Mdou Moctar and his three-piece band eased into their opening song Friday at the Cooperage, offering instructions to the sound mixer as they gradually ramped up the sound. Satisfied, they offered a set of face-melting sheets of sound broken only by Moctar’s keening vocals. Dressed in long robes and tagelmust turbans the Tuareg band headlined Milwaukee Psych Fest’s warm-up show with a largely instrumental set of music that built on tension and dynamics, rising and falling only to begin again.
The Niger native taught himself to play on a homemade guitar and his inventive songs rely on long stretches where bass, drums and second guitar set a rhythmic underpinning that allows Moctar to weave sinewy riffs and spiderweb scales.

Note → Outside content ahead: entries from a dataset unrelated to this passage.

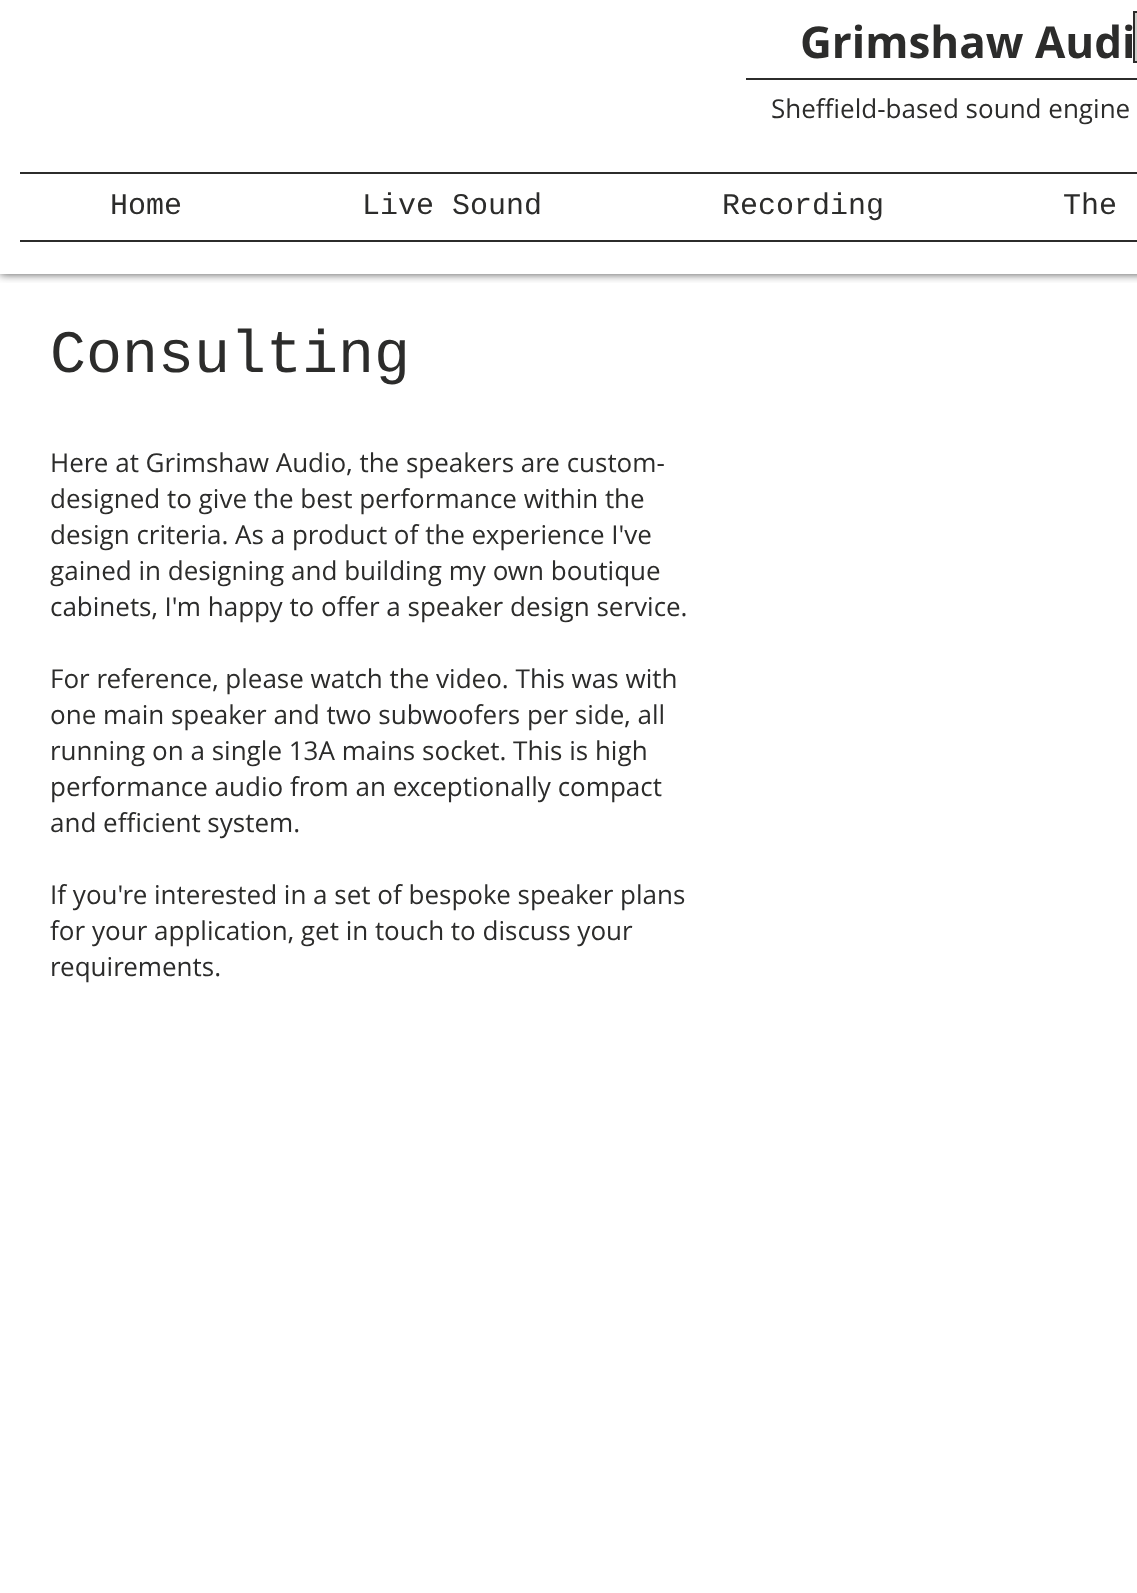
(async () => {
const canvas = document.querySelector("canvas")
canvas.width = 1137
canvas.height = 1593
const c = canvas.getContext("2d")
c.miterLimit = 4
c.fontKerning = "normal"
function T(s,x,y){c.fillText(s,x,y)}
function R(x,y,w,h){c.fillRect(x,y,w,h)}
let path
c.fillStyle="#fff"
R(0,0,1137,1593)
c.save()
c.beginPath()
c.rect(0,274,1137,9)
c.clip()
c.fillStyle="#000000b3"
c.filter="blur(5px)"
c.beginPath()
c.rect(0,0,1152,274)
c.fill()
c.filter="none"
c.restore()
c.font="bold 44px Open Sans"
c.fillStyle="#2c2c2b"
T("Grimshaw Audi",800,58)
c.fillStyle="#cdcdc9"
R(1135,12,2,50)
path = new Path2D("M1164 12v50h-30v-50z")
c.strokeStyle="#2c2c2b"
c.lineWidth=2
c.stroke(path)
c.fillStyle="#2c2c2b"
R(746,78,391,2)
c.font="26px Open Sans"
T("Sheffield-based sound engine",771,118)
R(20,172,1117,2)
R(20,240,1117,2)
c.font="30px Liberation Mono"
T("Home",110,214)
T("Live Sound",362,214)
T("Recording",722,214)
T("The",1063,214)
c.font="60px Liberation Mono"
T("Consulting",50,372)
c.font="26px Open Sans"
T("Here at Grimshaw Audio, the speakers are custom-",50,472)
T("designed to give the best performance within the",50,508)
T("design criteria. As a product of the experience I've",50,544)
T("gained in designing and building my own boutique",50,580)
T("cabinets, I'm happy to offer a speaker design service.",50,616)
T("For reference, please watch the video. This was with",50,688)
T("one main speaker and two subwoofers per side, all",50,724)
T("running on a single 13A mains socket. This is high",50,760)
T("performance audio from an exceptionally compact",50,796)
T("and efficient system.",50,832)
T("If you're interested in a set of bespoke speaker plans",50,904)
T("for your application, get in touch to discuss your",50,940)
T("requirements.",50,976)
})()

Moctar’s music has progressed from his 2008 debut which was capture by Saharan cellphone recordings and his reinterpretation of Prince’s “Purple Rain” called “Akounak Tedalat Taha Tazoughai” (“Rain The Color Of Blue With A Little Red In It.”)
With both guitarists wielding Fender Stratocasters plugged onto Roland Jazz Chorus Amplifiers the sound often recalled bagpipes or horn lines. The Tuareg band Tinariwen may be the recent touchstone for this music, but the trance and groove sound is also a not too distant cousin of R. L. Burnside’s north Mississippi hill country blues or even John Lee Hooker’s idiosyncratic one chord stomp.
Accompanied by a morphing light show, the southpaw Moctar’s guitar solos spun arabesque dervishes into liquid riffs and fireflies of sound. Like the hypnotic jams of Nusrat Fateh Ali Khan, the vocals and music built to a mesmerizing frenzy poised for takeoff.